Mar Nero. Il turismo geopolitico entra nel vivo. Dopo l’annessione della Crimea, Mosca considera sue delle acque che l’Ucraina ritiene sue. La flottiglia probabilmente verrà salutata da un incrociatore russo con un messaggio vocale: “Allontanarsi immediatamente, per la vostra sicurezza”. Traduzione: “Allontanarsi”. Più raro “girate la prua” dopo colpo di arma da fuoco. Esperienza opzionale: finta collisione con motovedetta, utili giubbotti di salvataggio, inutili quelli antiproiettile.
Mar Cinese Meridionale. La Cina lo rivendica quasi tutto con la famosa “nine-dash line”, uno scarabocchio patriottico che sfiora le coste di mezzo Sud-est asiatico. Qui la flottiglia verrà circondata da pescherecci armati con laser e idranti marini. Riprese satellitari in 4K. Niente foto e smartphone formattati.

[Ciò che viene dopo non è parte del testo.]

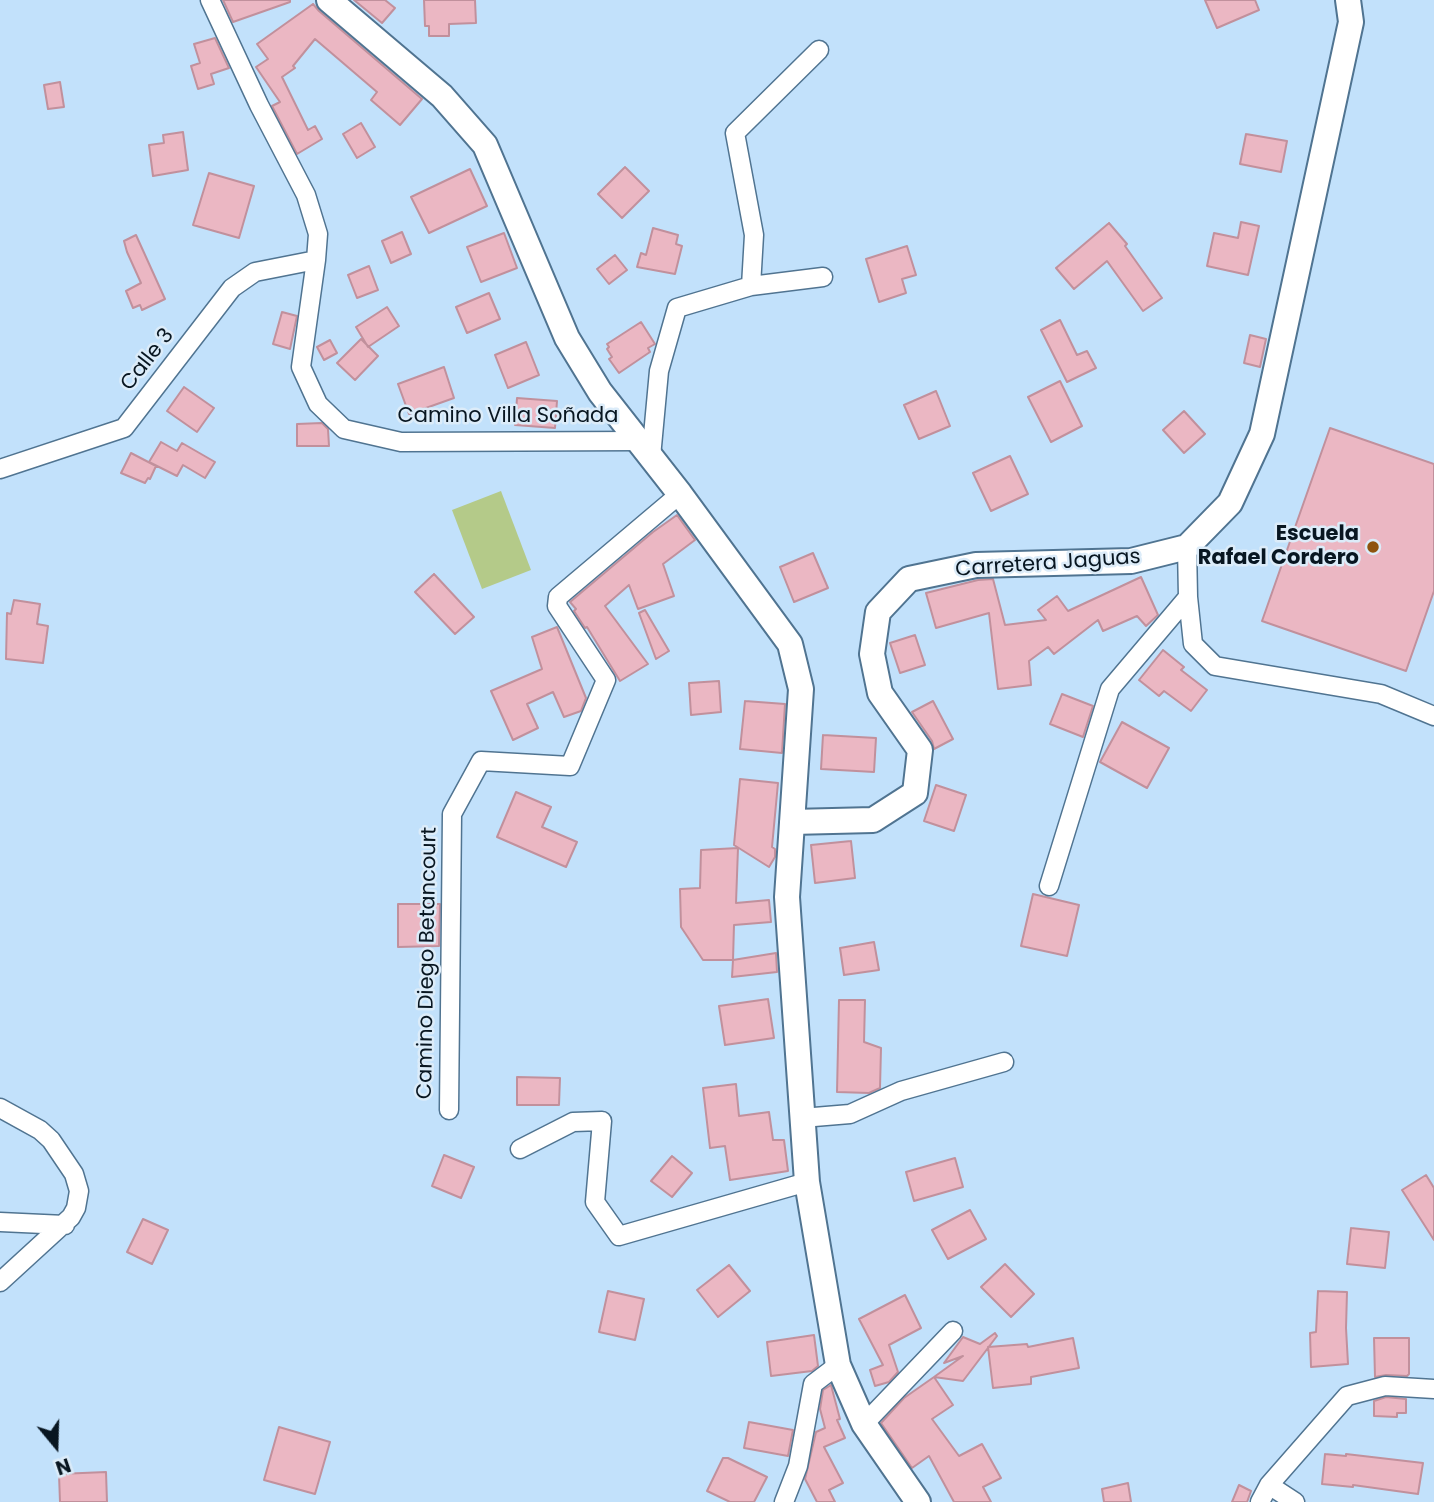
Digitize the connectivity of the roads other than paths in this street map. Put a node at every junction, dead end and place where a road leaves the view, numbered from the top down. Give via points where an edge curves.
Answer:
1 (210, 0) edge
2 (329, 0) edge
3 (1348, 0) edge
4 (819, 50) dead end
5 (316, 260) junction
6 (823, 277) dead end
7 (751, 286) junction
8 (645, 449) junction
9 (0, 469) edge
10 (680, 494) junction
11 (1186, 547) junction
12 (1188, 597) junction
13 (1434, 716) edge
14 (792, 822) junction
15 (1049, 886) dead end
16 (1004, 1062) dead end
17 (0, 1108) edge
18 (449, 1110) dead end
19 (803, 1118) junction
20 (520, 1149) dead end
21 (807, 1182) junction
22 (0, 1222) edge
23 (65, 1225) junction
24 (0, 1282) edge
25 (953, 1331) dead end
26 (838, 1365) junction
27 (1434, 1389) edge
28 (864, 1424) junction
29 (1269, 1485) junction
30 (784, 1502) edge
31 (918, 1502) edge
32 (1259, 1502) edge
33 (1295, 1502) edge

1 - 5 street, Camino Villa Soñada via 306,195 318,234
2 - 8 street via 442,96 485,145 567,338 600,392
3 - 11 street via 1351,22 1262,434 1230,503
4 - 7 street via 735,133 754,235
5 - 8 street, Camino Villa Soñada via 301,366 318,404 344,429 401,442
5 - 9 street, Calle 3 via 255,272 232,288 124,428
6 - 7 street
7 - 8 street via 677,308 659,371
8 - 10 street
10 - 14 street via 790,644 801,689
10 - 18 street, Camino Diego Betancourt via 558,597 557,606 606,680 570,766 481,761 452,814
11 - 12 street
11 - 14 street, Carretera Jaguas via 1131,561 976,565 909,579 878,612 872,654 880,693 920,750 915,793 873,820
12 - 13 street via 1193,644 1215,666 1381,694
12 - 15 street via 1110,689
14 - 19 street via 787,897
16 - 19 street via 901,1091 850,1114
17 - 23 street via 40,1130 68,1163 79,1191 76,1209
19 - 21 street
20 - 21 street via 573,1122 602,1121 596,1202 620,1236
21 - 26 street
22 - 23 street
23 - 24 street
25 - 28 street
26 - 28 street
26 - 30 street via 813,1384 798,1466
27 - 29 street via 1385,1386 1347,1396
28 - 31 street
29 - 32 street
29 - 33 street

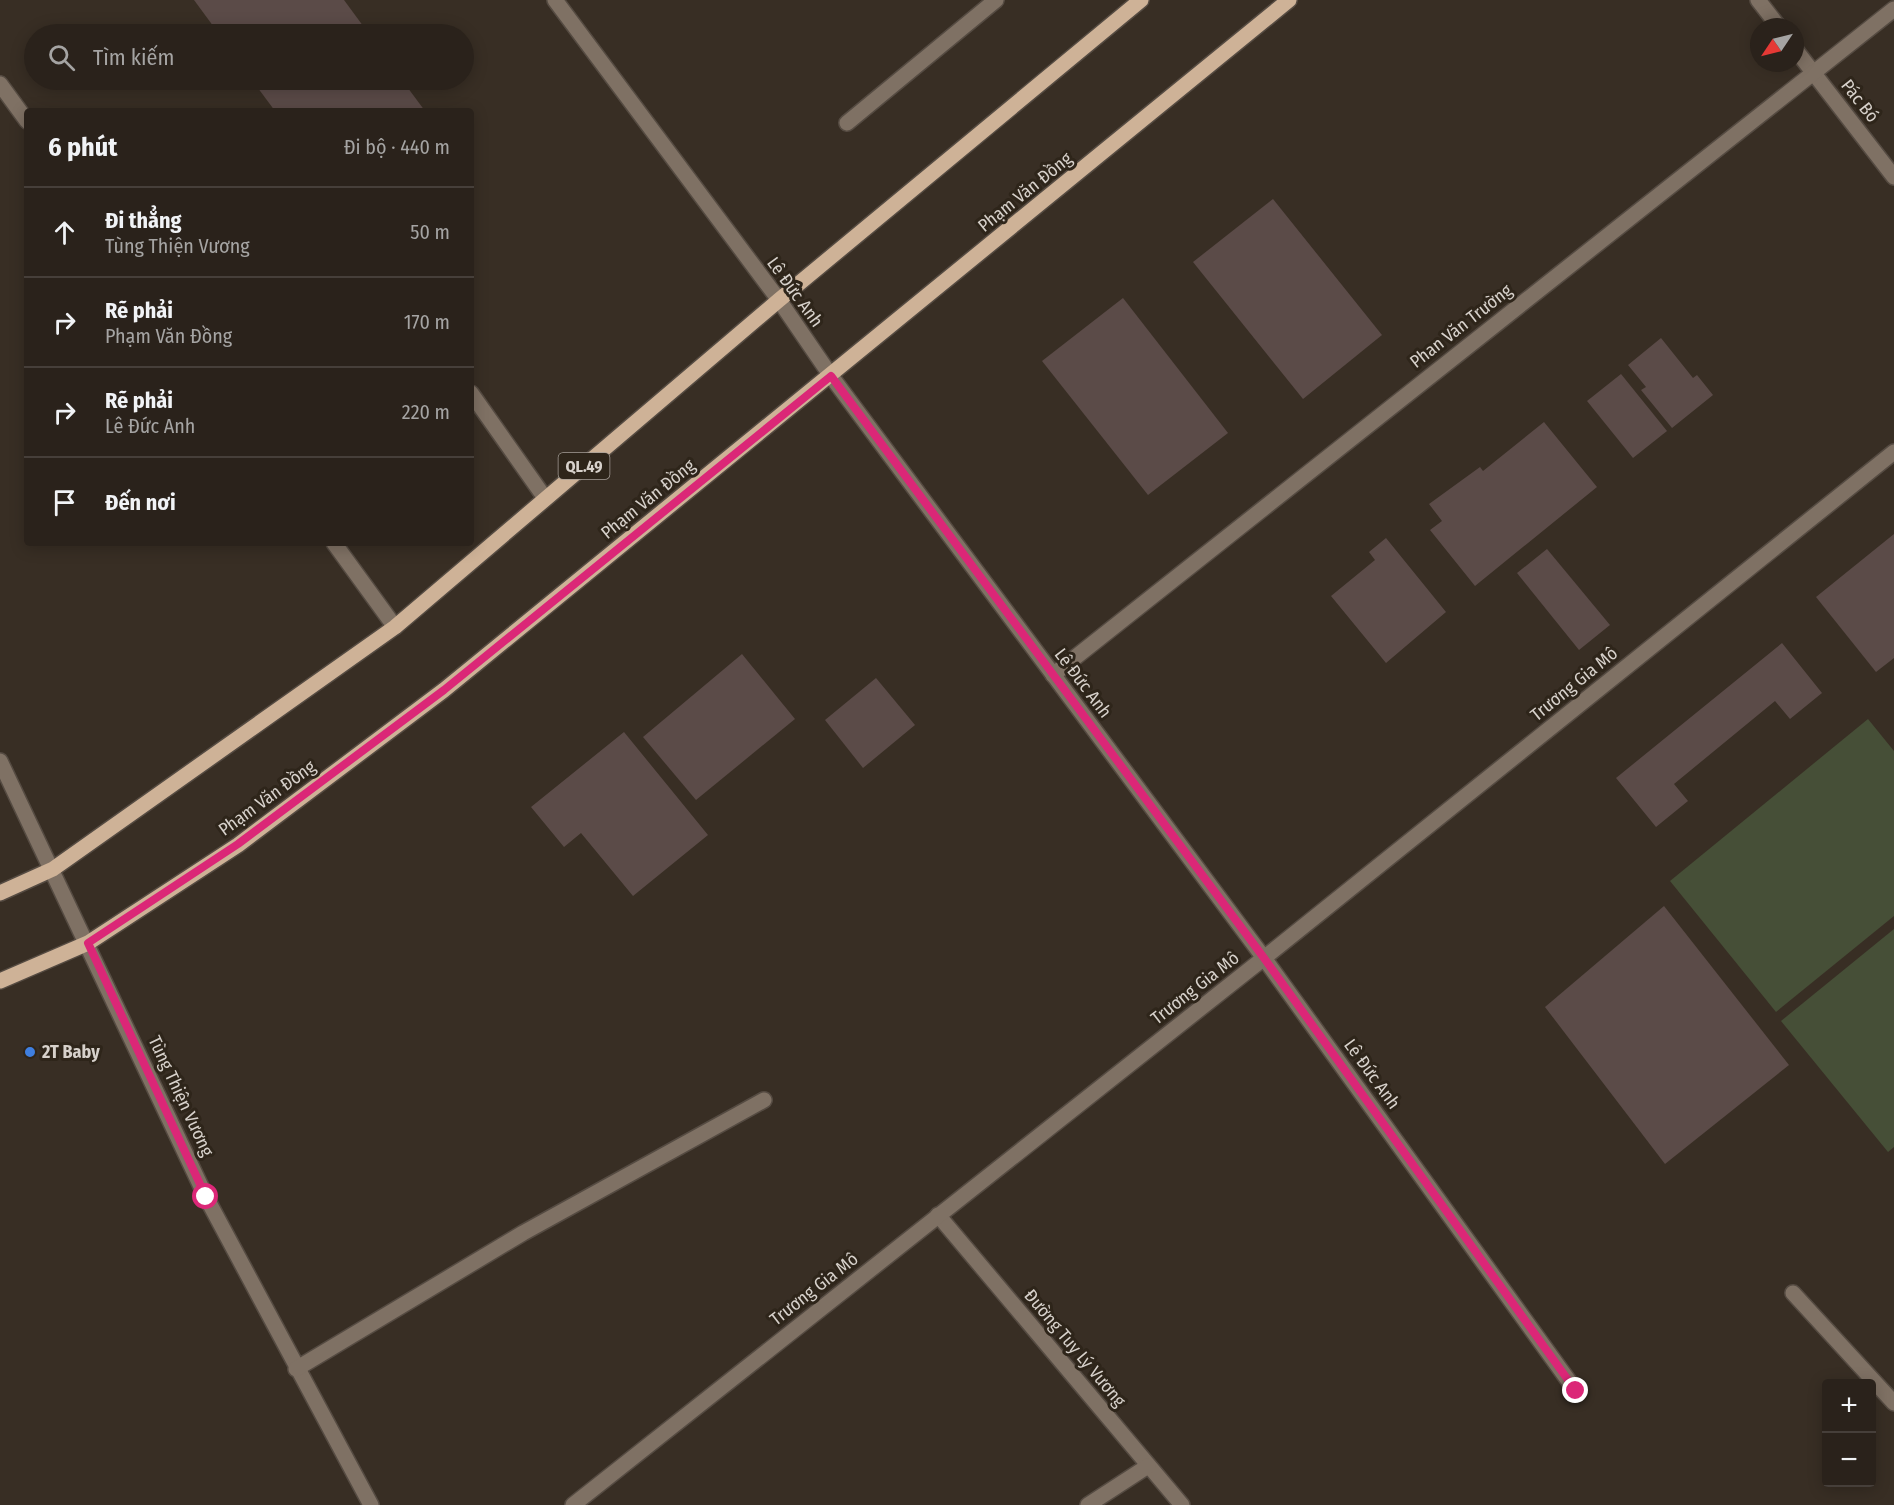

Mar Cinese Orientale. Le isole Senkaku/Diaoyu sono degli scogli disabitati e contesi tra Cina e Giappone, ma con certezza di un’accoglienza bilaterale con pattuglie che ordinano “uscite di qui” più radar che puntano e interrogazioni sulla destinazione. I cinesi sono un po’ meno gentili, e vantano ruspe marine che reclamano il fondale.
Artico. Gran finale sotto zero. Russia, Canada, Danimarca, Norvegia e Usa si contendono un fondale pieno di risorse e di pretese.
La Russia ha già piantato una bandiera al Polo Nord, quindi la flottiglia (con rompighiaccio possibilmente atomico, che non inquina) potrà depositare una copia della Convenzione sul diritto del mare. L’accoglienza prevista sarà silenzio radio, un rompighiaccio non atomico e, sulla banchisa, un orso bianco di destra.
Fonte: IlGiornale – Filippo Facci – 7 Ottobre 2025
COMMENTO
La Flotilla Pro Pal é stato l’ultimo tentativo, in ordine cronologico da parte dei comunisti e sinistroidi italiani, nel tentare di recuperare consensi, avendo ben chiaro lo spauracchio della scomparsa progressiva e definitiva dallo scenario politico italiano. A loro la Palestina e la loro gente NON interessa minimamente ma era un buon cavallo su cui puntare, per mettersi in contrapposizione del governo di centro destra, filo israeliano. Come abbiamo più volte affermato, la difesa del popolo palestinese, vittima del genocidio, NON é un’esclusiva della sinistra, ma una legittima posizione delle persone, tutte, sane di mente con un minimo di buon senso e rispetto della povera gente. A nostro avviso la Flottilla sembrava l’Armata Brancaleone, pezzenti allo sbando che hanno creato solo scompiglio sociale, rimpatriati a spese dei contibuenti italiani. Per noi un altro buco nell’acqua di alcuni poveri dementi. Val. In.